** MATERIAL SHOWN follows **

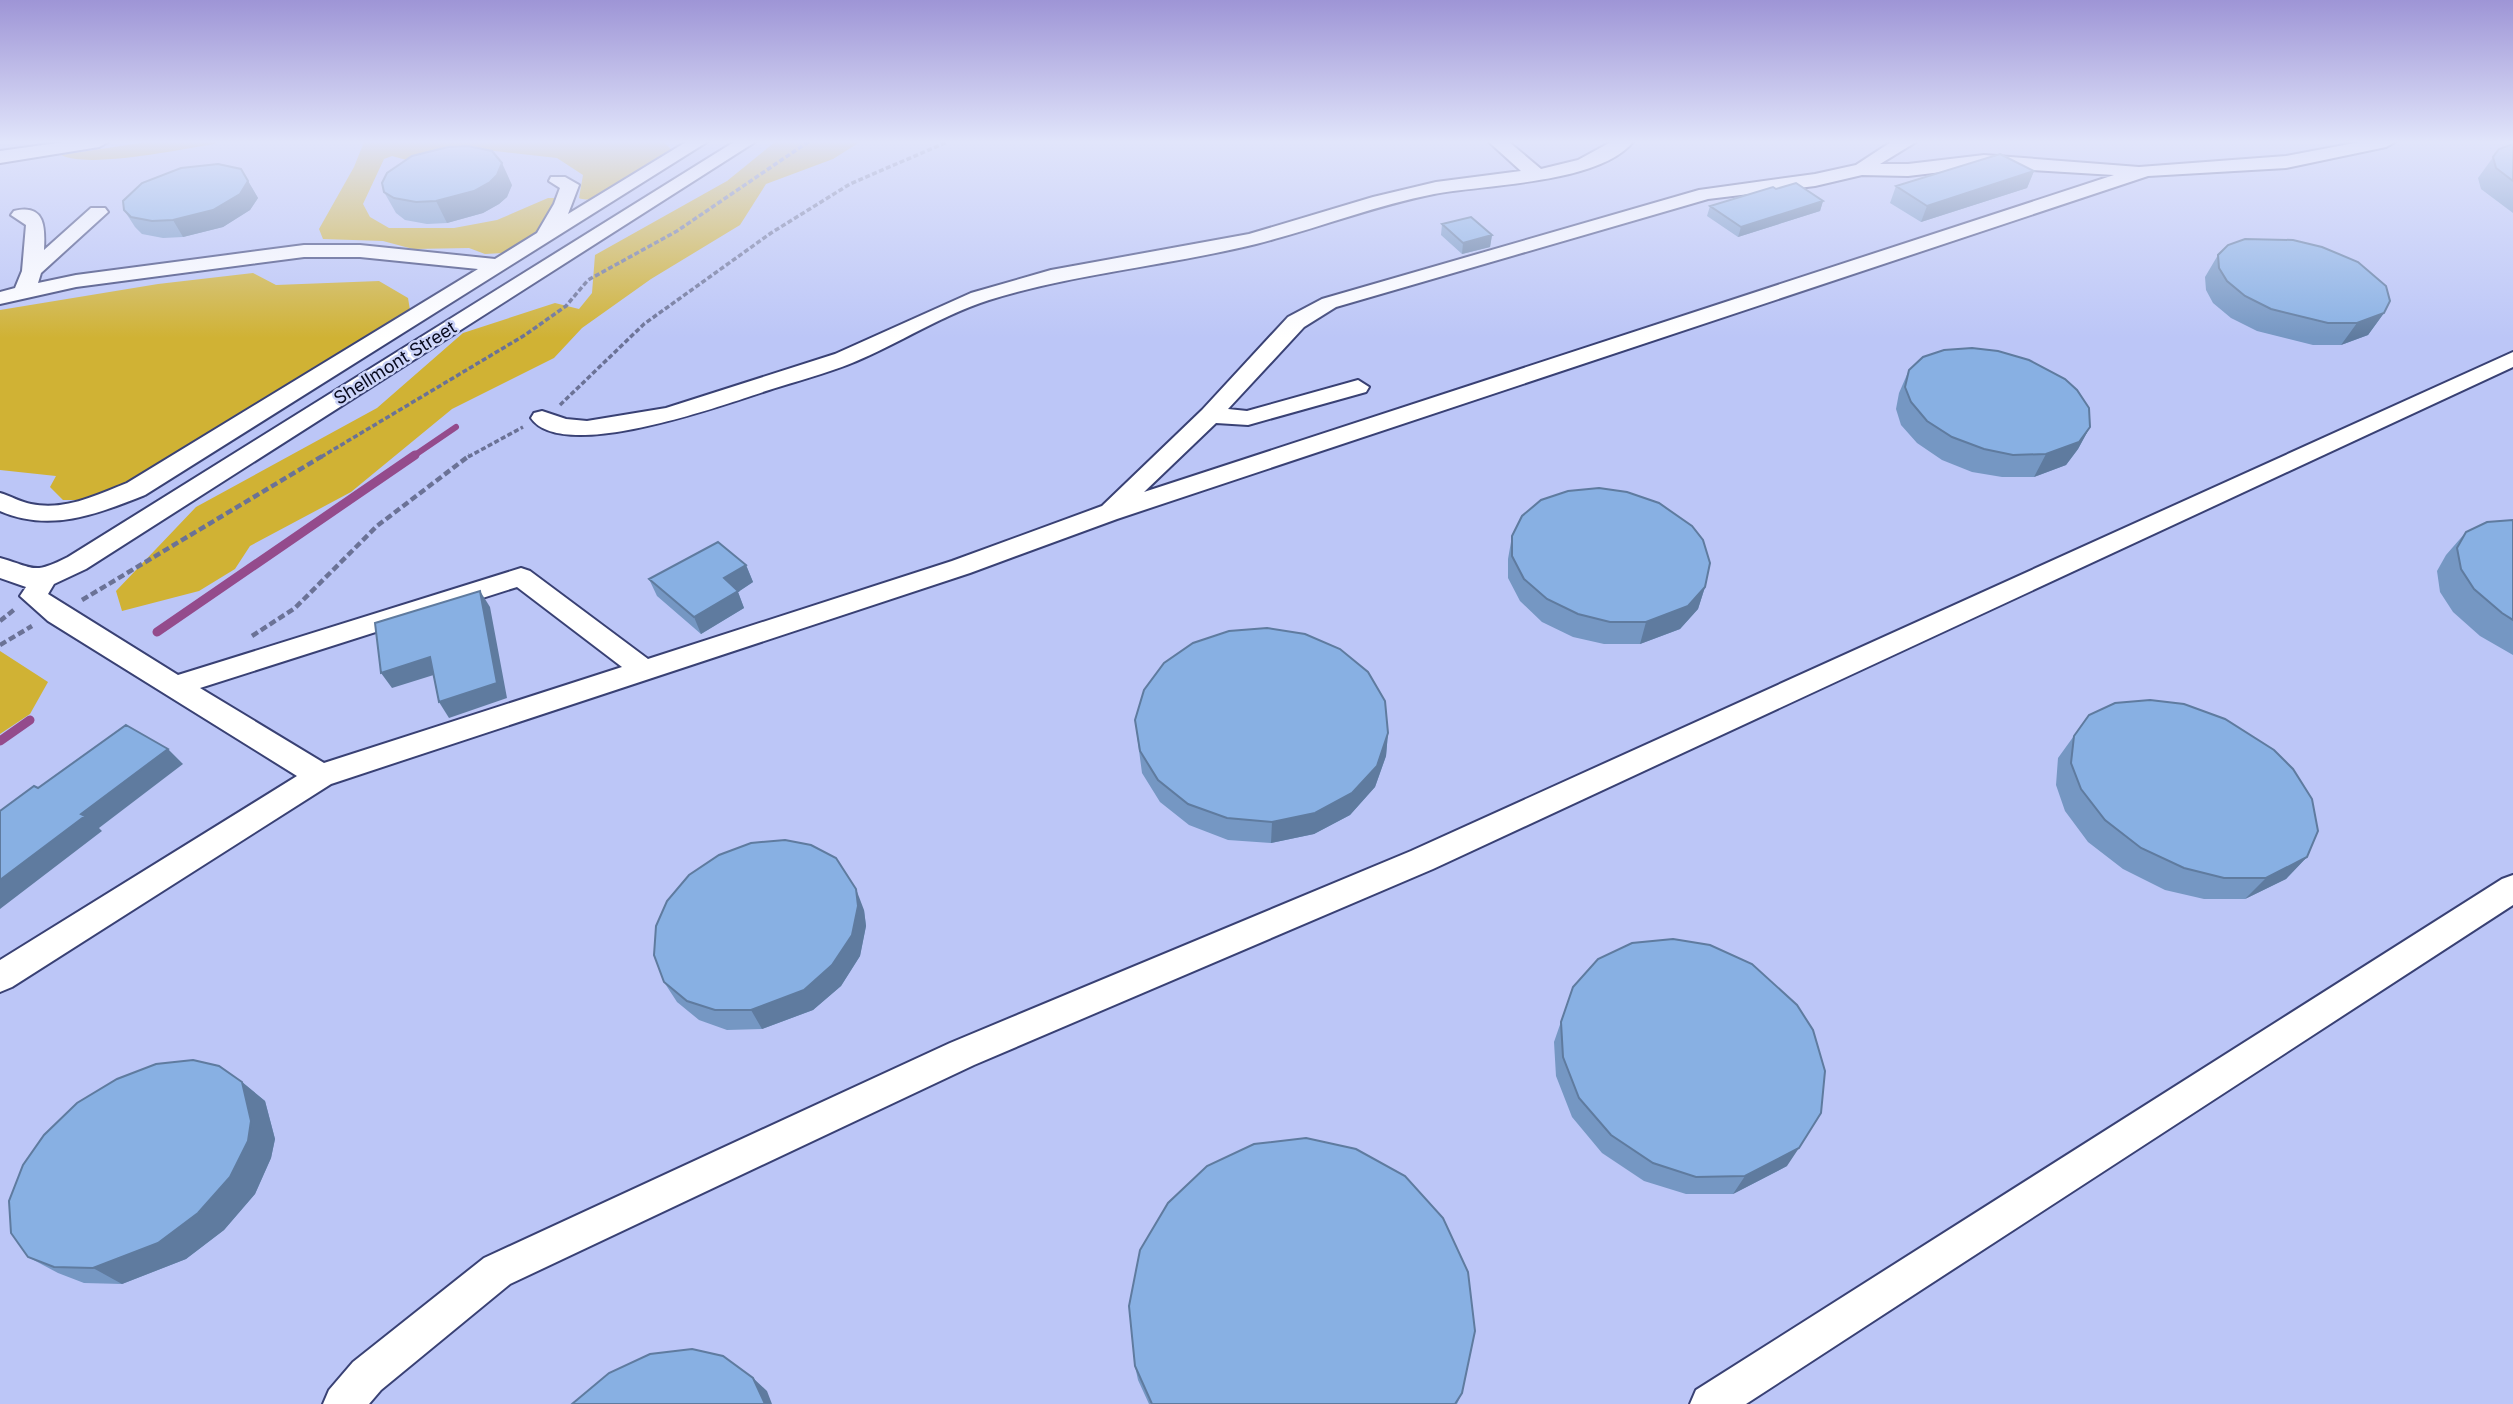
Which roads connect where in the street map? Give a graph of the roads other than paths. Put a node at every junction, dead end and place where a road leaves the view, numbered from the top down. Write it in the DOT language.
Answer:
graph roads {
  1 [pos="562,208"];
  2 [pos="592,208"];
  3 [pos="642,208"];
  4 [pos="1358,208"];
  5 [pos="1659,208"];
  6 [pos="2038,208"];
  7 [pos="98,212"];
  8 [pos="21,215"];
  9 [pos="545,237"];
  10 [pos="499,265"];
  11 [pos="29,281"];
  12 [pos="0,298"];
  13 [pos="2513,359"];
  14 [pos="1359,387"];
  15 [pos="1210,415"];
  16 [pos="542,418"];
  17 [pos="0,501"];
  18 [pos="1108,513"];
  19 [pos="0,566"];
  20 [pos="43,580"];
  21 [pos="644,670"];
  22 [pos="175,686"];
  23 [pos="321,775"];
  24 [pos="2513,888"];
  25 [pos="0,976"];
  26 [pos="343,1404"];
  27 [pos="1710,1404"];
  1 -- 9 [label="street"];
  2 -- 9 [label="street"];
  3 -- 20 [label="street, Shellmont Street"];
  4 -- 16 [label="street"];
  5 -- 15 [label="street"];
  6 -- 18 [label="street"];
  7 -- 11 [label="street"];
  8 -- 11 [label="street"];
  9 -- 10 [label="street"];
  10 -- 11 [label="street"];
  10 -- 17 [label="street"];
  11 -- 12 [label="street"];
  13 -- 26 [label="street"];
  14 -- 15 [label="street"];
  15 -- 18 [label="street"];
  18 -- 21 [label="street"];
  19 -- 20 [label="street"];
  20 -- 22 [label="street"];
  21 -- 22 [label="street"];
  21 -- 23 [label="street"];
  22 -- 23 [label="street"];
  23 -- 25 [label="street"];
  24 -- 27 [label="street"];
}
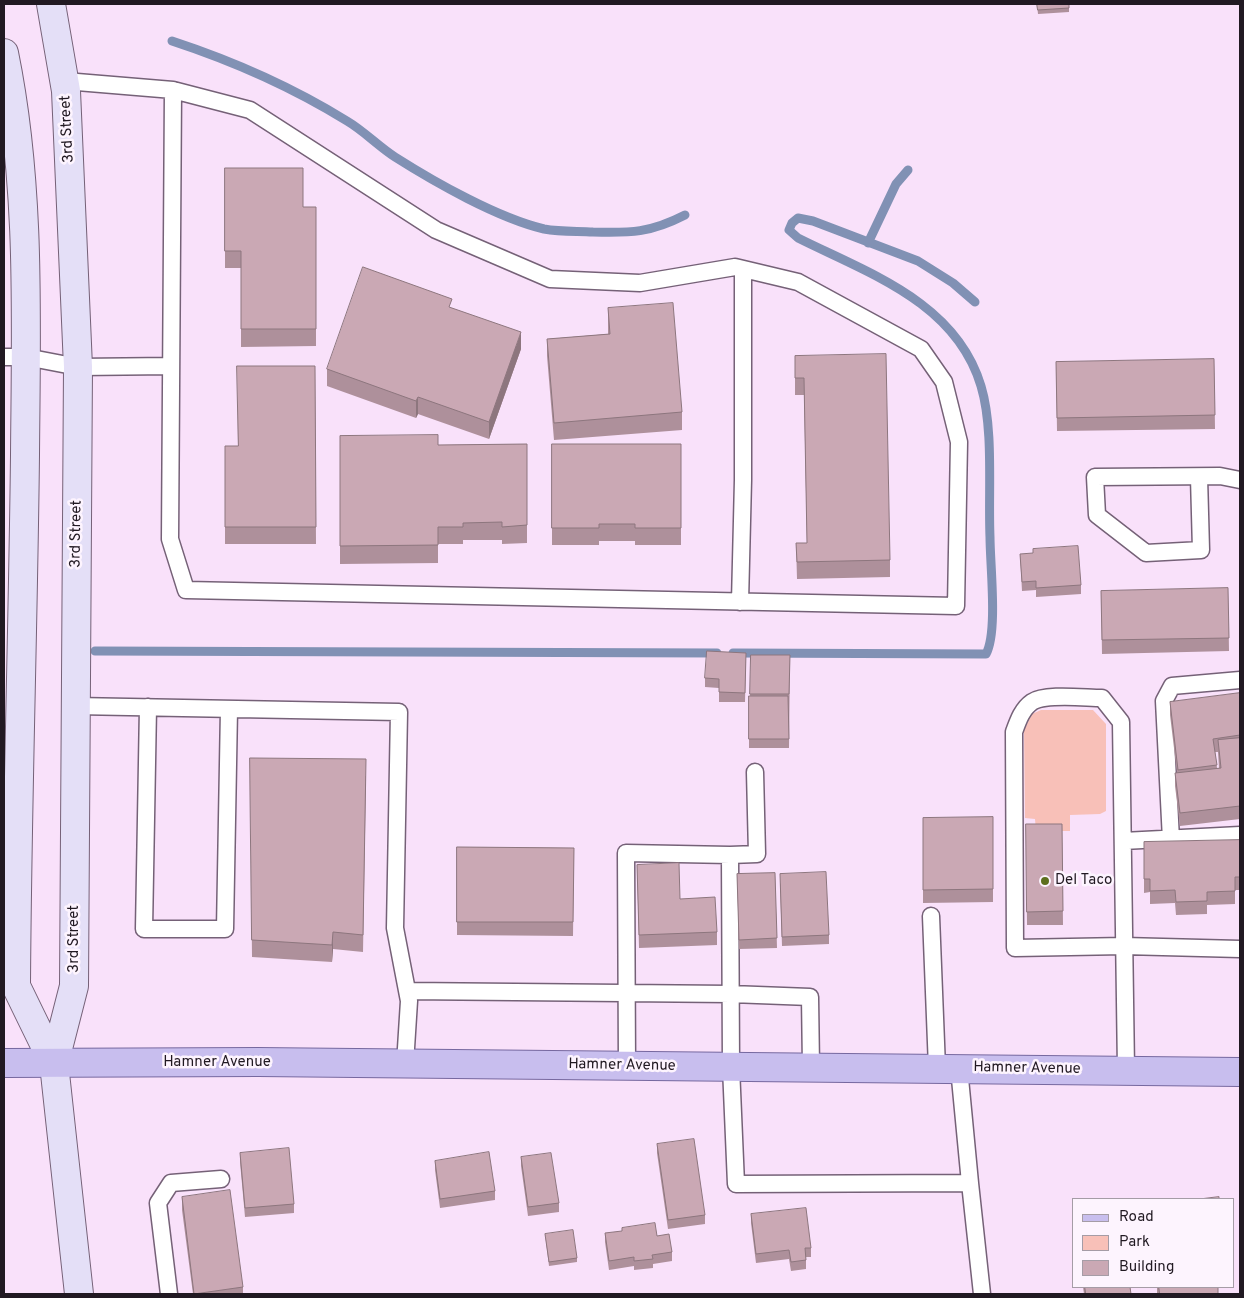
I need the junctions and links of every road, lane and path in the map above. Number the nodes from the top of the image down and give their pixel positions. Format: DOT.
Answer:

** End of MATERIAL SHOWN **

* DESCRIPTION OF THE TASK
What is the number of lines in the entries above that include the word "from"? Answer with that number alone.

* RESULT OF THIS EXERCISE
2